Cyrus database and file usage data

Sun Jun 12 10:05:13 EDT 2016

On Fri, Jun 10, 2016, at 10:15, Bron Gondwana via Cyrus-devel wrote:
> On Fri, Jun 10, 2016, at 06:40, Thomas Jarosch via Cyrus-devel wrote:
> > Hi Bron,
> > 
> > Am 08.06.2016 um 08:22 schrieb Bron Gondwana via Cyrus-devel:
> > > *THE PLAN[tm]***
> > >  
> > > For JMAP support, I'm going to discard the existing conversations DB and
> > > create a sqlite database per user which contains everything of value. 
> > 
> > one thing to watch out for with sqlite:
> > 
> > It doesn't scale easily with multiple processes accessing the same DB.
> > The write-lock timeout is short by default and a "modifying"
> > query might error out.
>
> Yeah, I know - which is why I've been locking around it with an exclusive
> file lock so only one process can hit it at a time.
> 
> You'd think that would ruin performance, but I haven't actually had too
> much trouble.  The conversations DB is already a per-user exclusive lock
> whenever you've got any mailbox open right now.

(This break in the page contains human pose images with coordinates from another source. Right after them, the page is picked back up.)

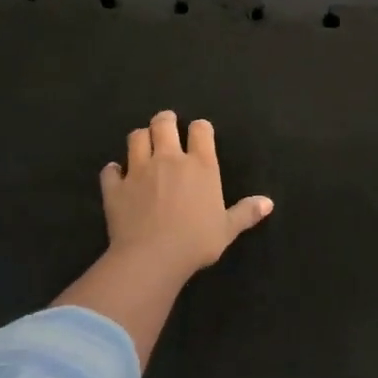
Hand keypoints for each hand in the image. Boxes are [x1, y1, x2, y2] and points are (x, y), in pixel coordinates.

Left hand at [99, 111, 273, 283]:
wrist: (152, 258)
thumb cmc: (196, 242)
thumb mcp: (227, 229)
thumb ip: (245, 212)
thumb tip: (268, 203)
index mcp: (200, 165)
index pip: (201, 130)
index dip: (200, 128)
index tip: (200, 133)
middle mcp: (168, 159)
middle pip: (163, 123)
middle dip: (165, 120)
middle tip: (166, 125)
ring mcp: (138, 170)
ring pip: (135, 138)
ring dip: (140, 138)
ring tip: (143, 144)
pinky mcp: (115, 187)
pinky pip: (110, 171)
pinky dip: (113, 171)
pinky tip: (116, 175)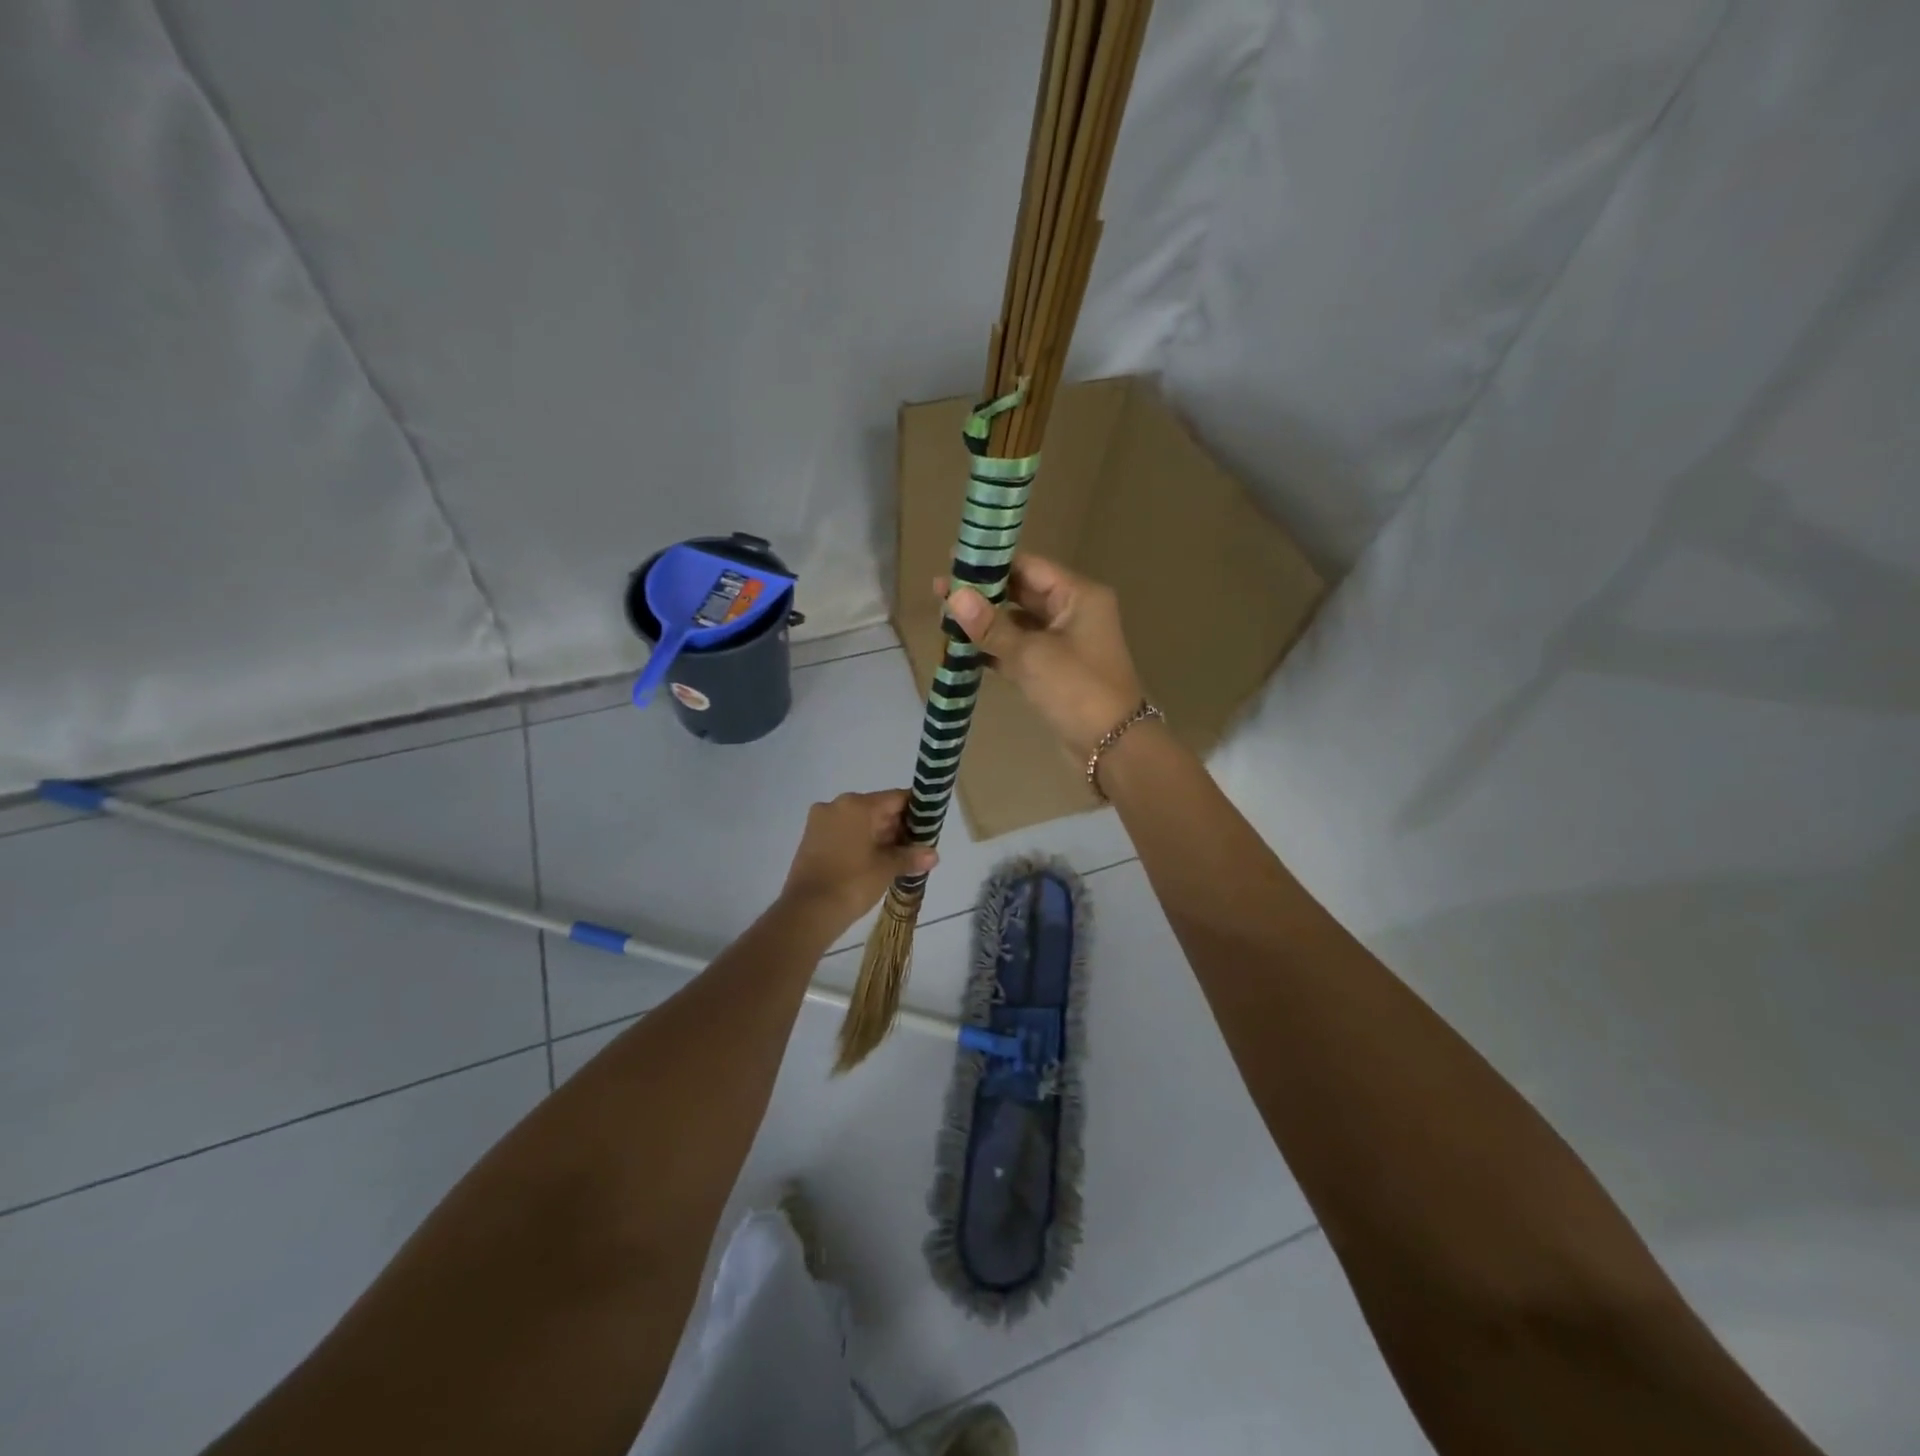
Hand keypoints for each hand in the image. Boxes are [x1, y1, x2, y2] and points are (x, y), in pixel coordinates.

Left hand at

The more I think about this, the more I'm worried that it's a half-arsed solution.

I already knew it was a stopgap to allowing a fully stateless server.  To be able
to synchronously "backup" to another server means we need to cheaply sync
the state to some central server.

Which basically means log shipping.  You can do that pretty quickly with the
skiplist/twoskip format by just saving the end of the file each time, and having
the "restore from hard crash" process be a recovery2 on the file - walking the
file and applying every change while ignoring the pointers entirely.

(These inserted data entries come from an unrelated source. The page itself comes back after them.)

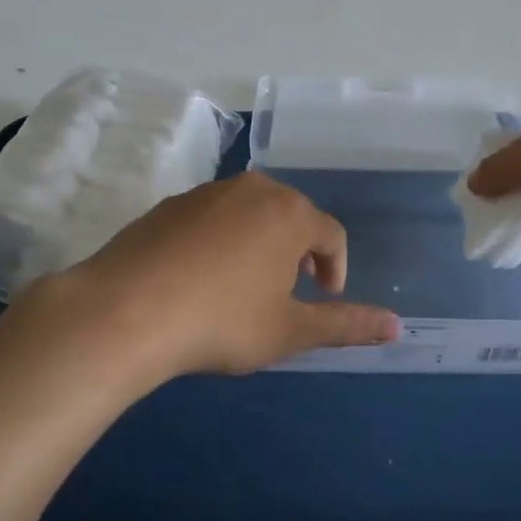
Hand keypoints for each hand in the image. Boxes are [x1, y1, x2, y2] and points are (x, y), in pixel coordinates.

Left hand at [46, 172, 399, 381]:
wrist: (124, 311)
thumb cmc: (221, 321)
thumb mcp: (288, 331)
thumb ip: (346, 325)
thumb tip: (396, 326)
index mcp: (290, 213)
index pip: (332, 235)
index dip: (336, 270)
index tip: (325, 301)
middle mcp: (253, 189)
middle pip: (292, 217)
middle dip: (299, 254)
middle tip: (287, 294)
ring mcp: (207, 192)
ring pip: (251, 213)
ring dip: (260, 245)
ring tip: (244, 287)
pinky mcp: (170, 204)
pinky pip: (213, 217)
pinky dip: (221, 241)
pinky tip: (200, 278)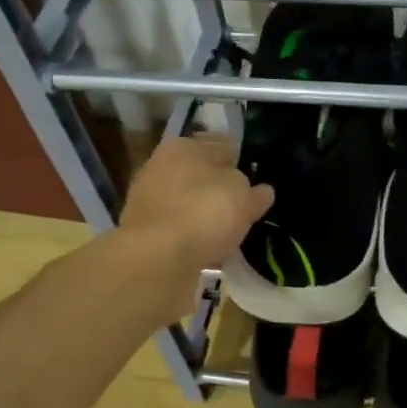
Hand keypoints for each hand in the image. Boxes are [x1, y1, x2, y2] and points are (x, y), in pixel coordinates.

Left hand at [118, 134, 273, 300]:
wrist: (156, 260)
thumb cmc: (204, 213)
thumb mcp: (244, 197)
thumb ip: (255, 191)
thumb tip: (261, 191)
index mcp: (184, 146)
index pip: (222, 147)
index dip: (242, 163)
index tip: (257, 182)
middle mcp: (161, 167)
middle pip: (202, 176)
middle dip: (221, 190)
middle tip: (247, 209)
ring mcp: (149, 201)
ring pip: (190, 204)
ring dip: (207, 216)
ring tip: (232, 234)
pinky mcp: (145, 233)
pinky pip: (180, 230)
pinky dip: (195, 238)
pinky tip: (212, 251)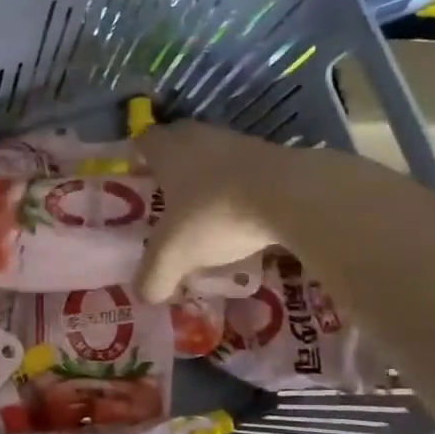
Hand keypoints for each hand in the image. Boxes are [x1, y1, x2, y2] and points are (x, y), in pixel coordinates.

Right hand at [134, 121, 289, 300]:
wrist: (297, 197)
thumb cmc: (216, 215)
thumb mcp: (174, 255)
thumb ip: (154, 276)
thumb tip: (145, 294)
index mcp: (169, 152)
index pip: (144, 141)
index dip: (137, 157)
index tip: (137, 178)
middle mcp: (202, 139)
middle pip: (180, 141)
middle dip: (173, 165)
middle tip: (168, 195)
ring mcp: (242, 144)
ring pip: (216, 155)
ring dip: (210, 177)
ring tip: (207, 211)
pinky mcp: (278, 156)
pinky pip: (248, 170)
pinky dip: (241, 188)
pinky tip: (244, 216)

But mixing that in with sqlite3 is tricky, and it's even trickier if you want to
change to another backend.

Sqlite "INTEGER" types also cost at least 8 bytes each, so you're already spending
a lot of space or you're still packing bitfields to store flag information.

So I think I'm going to throw away everything I've done so far, and go back to
basics:

* 1 database file per user (or per top-level shared folder name for non-user folders)
* 1 mailboxes database file for the server
* 1 temporary data file for the server (aka: delivery.db, tls_cache, etc) - these don't need to be durable

* optional: writeback to object storage for EVERYTHING on commit, so that you never lose data in any server crash situation

Let's break this back a little bit:

1 database file per user:

- actually this is probably a couple of files, because there's at least three very distinct classes of data:
* cache data
* emails
* index data (including annotations)
* multiple cache files per user - probably not even per-mailbox, but just for the entire user.  A repack strategy which keeps things in the order they're likely to be requested by clients.

It would be really nice to require indexes, but actually with a key-value format that allows prefix scans (cyrusdb_foreach) you can implement indexes very easily.  Sure it's more work than just writing SQL, but with transactions it's just as reliable if the code is good.  We'll be reconstructing those files in audit mode enough to be sure of that I hope :)

...

If twoskip is too slow (possible), then I've been quite interested in looking at rocksdb (http://rocksdb.org/) as an embedded engine that has really good performance, prefix scanning, and a good community around it.  It's also quite compatible with object storage because all but the level0 "hot" databases are read-only, so you can store them as objects once and then not need to scan them again.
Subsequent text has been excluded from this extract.